NEW YORK – Many Americans think at least half of Iraqi adults need to vote in the upcoming election for it to be legitimate, while at the same time nearly two-thirds say it will be very dangerous for Iraqis to go to the polls and vote. Opinion is divided on what the Iraq elections mean for U.S. troops stationed there, with almost equal numbers saying it is time to start bringing them home as saying troops should stay until more stability is established. These are some of the findings of the latest FOX News/Opinion Dynamics national poll.
An overwhelming majority of the public (93 percent) thinks it will be dangerous for Iraqis to vote in that country’s elections on January 30, with 65 percent saying it will be "very" dangerous and another 28 percent "somewhat" dangerous.
Even so, for the Iraqi elections (search ) to be legitimate the poll finds exactly half of Americans think turnout needs to be over 50 percent. For reference, turnout in the 2004 U.S. presidential election was 60.7 percent, which was the highest since 1968 when turnout was 61.9 percent of eligible voters, according to the Center for the Study of the American Electorate. Turnout in the 2000 U.S. presidential election was approximately 54 percent.
If U.S. voters had to take the same risks Iraqi voters will have to take, a slim majority of Americans think turnout in this country would be less than 40 percent. Response was divided on whether "most people you know" would still vote if it required risking their life — 45 percent yes, 48 percent no.
"While on the surface Americans seem to be setting a high standard of legitimacy for the Iraqi people, they also seem to recognize that — given the same circumstances — we would likely fall far short of that standard. How they reconcile these feelings will determine their final judgment on the Iraqi elections," states Ernest Paicopolos, a principal of Opinion Dynamics.
Opinion Dynamics Corporation conducted the national telephone poll of 900 registered voters for FOX News on January 25-26.
The public is divided on the future of U.S. troops in Iraq after this month’s elections. Nearly half (47 percent) think the United States should start bringing some troops home after the elections, while an almost equal number (46 percent) think troops should stay until the country is more stabilized. This reflects about the same level of division as seen in the wake of the June 2004 turnover of power to the Iraqis.
About 6 in 10 Americans think the Iraqi people are better off today because of the U.S. military action there, down 15 percentage points since March 2004. Part of that decline is explained by looking at the responses by political party.
Last year, majorities of both Republicans (90 percent) and Democrats (63 percent) agreed the Iraqi people were better off because of U.S. action.
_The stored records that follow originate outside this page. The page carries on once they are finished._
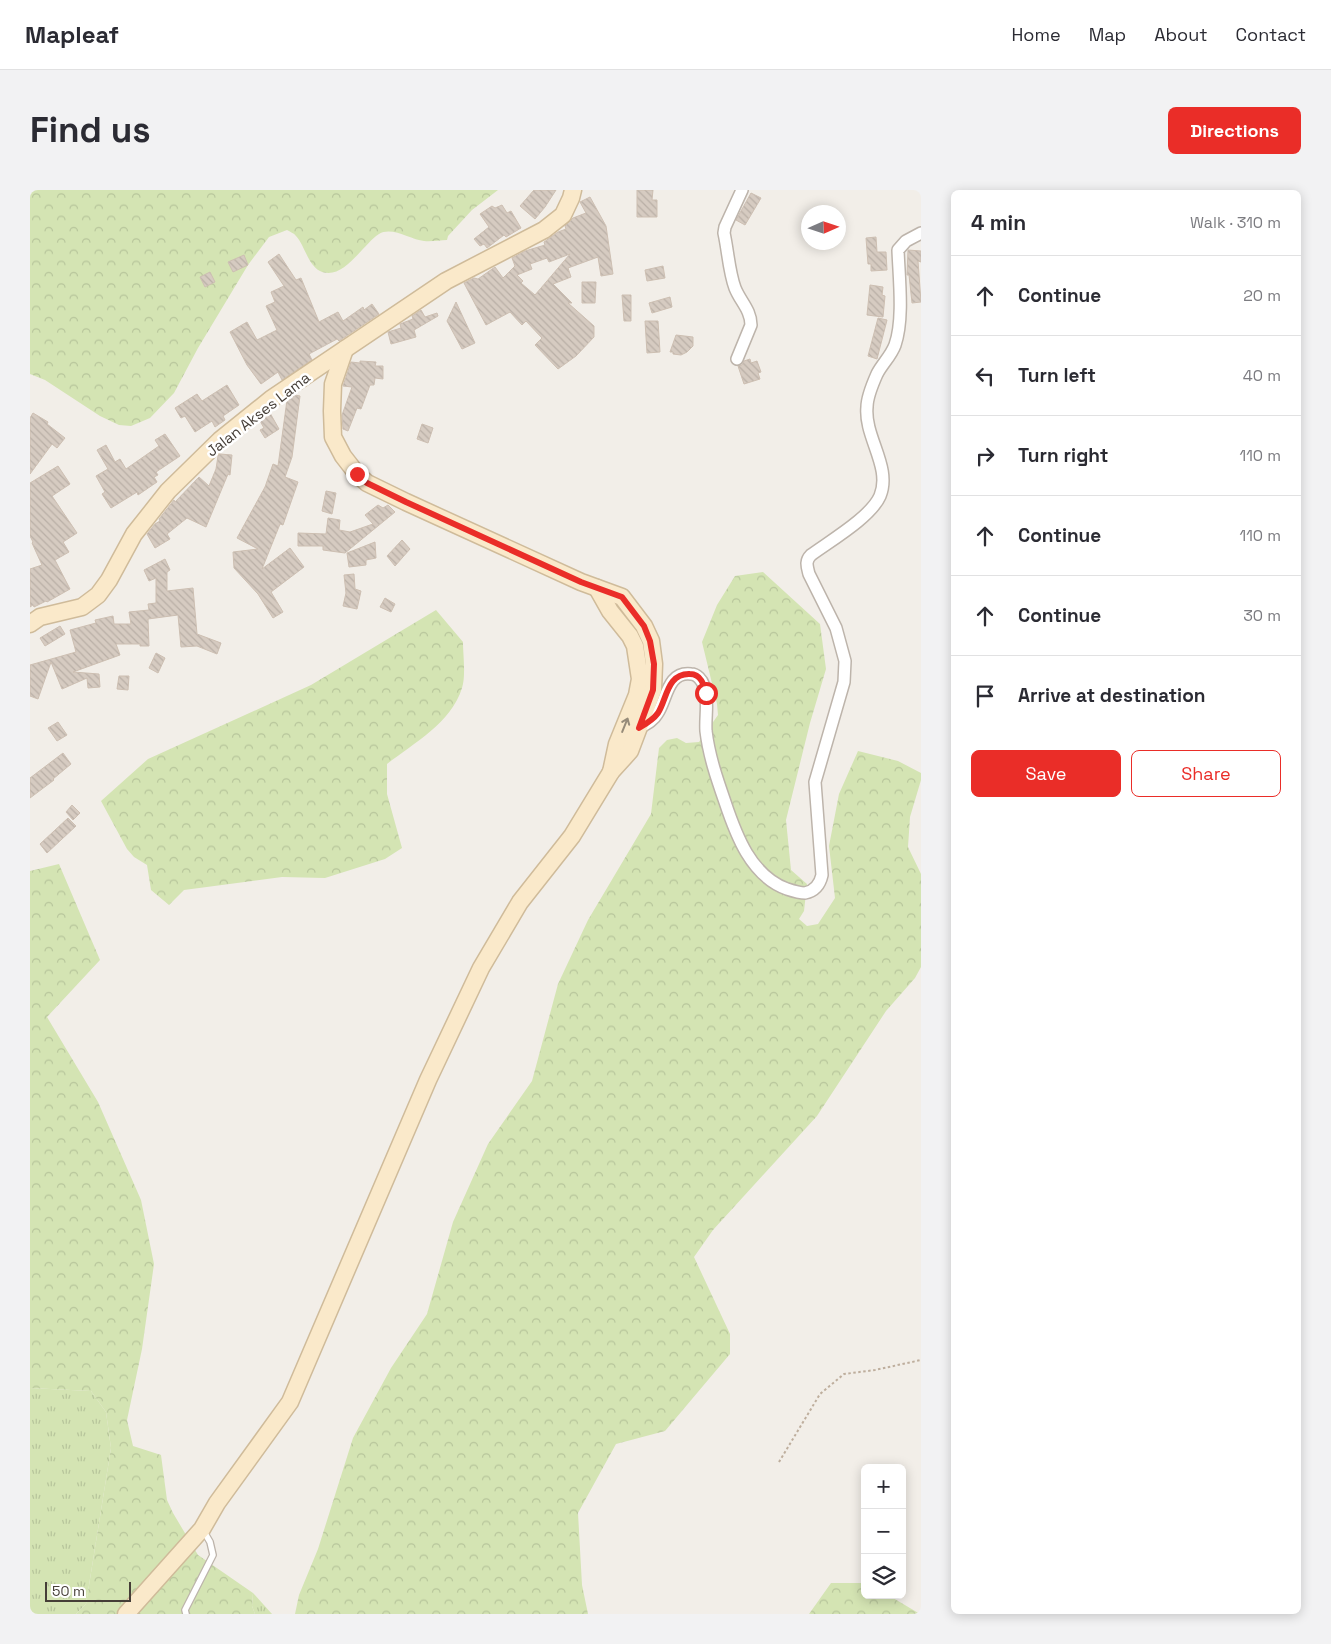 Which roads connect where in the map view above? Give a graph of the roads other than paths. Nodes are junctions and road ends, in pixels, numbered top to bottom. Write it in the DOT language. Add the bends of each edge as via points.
graph roads {
  1 [pos="573,190"];
  2 [pos="742,190"];
  3 [pos="921,234"];
  4 [pos="345,349"];
  5 [pos="737,359"];
  6 [pos="597,588"];
  7 [pos="30,624"];
  8 [pos="639,728"];
  9 [pos="611,772"];
  10 [pos="202,1528"];
  11 [pos="126,1614"];
  12 [pos="186,1614"];
  1 -- 4 [label="main road, Jalan Akses Lama" via="562,215 544,230 446,281"];
  2 -- 5 [label="street" via="724,234 734,284 751,321"];
  3 -- 8 [label="street" via="906,241 898,250 900,325 867,405 871,437 881,469 883,483 880,495 873,508 811,555 806,564 836,628 845,660 844,682 815,782 821,883 806,893 778,886 762,874 747,854 733,825 711,761 706,730 706,693 699,678 681,674 675,679 667,689 659,712"];
  4 -- 6 [label="main road" via="333,384 334,437 357,474 367,483 406,502"];
  4 -- 7 [label="main road, Jalan Akses Lama" via="272,399 220,440 175,485 134,534 98,596 82,607 40,617"];
  6 -- 8 [label="main road" via="622,597 644,626 650,641 654,664 653,690"];
  9 -- 6 [label="main road, one-way" via="617,744 637,695 640,679 635,646"];
  8 -- 9 [label="main road" via="630,751"];
  9 -- 10 [label="main road" via="572,836 520,902 481,968 428,1080 290,1402"];
  10 -- 11 [label="main road"];
  10 -- 12 [label="lane" via="213,1555 185,1610"];
}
Today, while the number of Republicans that agree dropped 7 percentage points to 83 percent, the number of Democrats that agree has dropped 25 points to 38 percent.
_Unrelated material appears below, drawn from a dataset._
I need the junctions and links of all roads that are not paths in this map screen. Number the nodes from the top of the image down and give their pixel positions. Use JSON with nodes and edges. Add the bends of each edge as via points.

More broadly, a slim majority (52 percent) of the public believes that setting up a democracy in Iraq would make the world safer from terrorism and 39 percent disagree. These results are similar to results from early last year when 53 percent agreed and 34 percent disagreed (March 2004).
Is Iran the next trouble spot? By 46 percent to 41 percent Americans oppose the United States taking action to keep Iran from developing (or further developing) a nuclear weapons program. A clear 60 percent majority of the public thinks Iran already has nukes, which could, at least in part, explain why Iran is one of the countries the public thinks most poses a danger to the United States.
Without being prompted by a read list, about one in four Americans (26 percent) name North Korea as the country that poses the greatest immediate danger to the United States, followed by Iran (18 percent), Iraq (11 percent) and China (8 percent). Recently Vice President Dick Cheney commented, "Iran is right at the top of the list" of trouble spots around the world and secretary of state designee Condoleezza Rice (search ) named both North Korea and Iran as "outposts of tyranny" during her Senate confirmation hearings.
Rating President Bush and His Inauguration Speech
In the week following George W. Bush’s second inauguration and preceding his State of the Union speech, half of Americans approve of the job he is doing as president, down 2 percentage points from earlier this month, and 40 percent disapprove.
Nearly half of the public (46 percent) say they either saw or heard President Bush’s inauguration speech last week and, of those, 26 percent give it an “excellent” rating, 35 percent "good," 19 percent "only fair" and 14 percent "poor."
In Bush’s speech he stated, "The survival of liberty in our land increasingly depends on the success of liberty in other lands." A 57 percent majority of Americans agree with the president’s statement and 33 percent disagree. The partisan divisions here are striking, as 82 percent of Republicans agree compared to 33 percent of Democrats.
A large minority (42 percent) names New York Sen. Hillary Clinton as the person most likely to have been daydreaming during the inauguration ceremony about taking the oath herself four years from now, 13 percent think it was most likely Mass. Sen. John Kerry, 8 percent say former New York City Mayor Rudy Giuliani and 7 percent Arizona Sen. John McCain.
Looking ahead to next week's State of the Union speech, the top three issues Americans are most interested in hearing President Bush talk about are Iraq (31 percent), Social Security (16 percent), and the economy (14 percent). Responses were unprompted, and no other issue received double-digit mentions.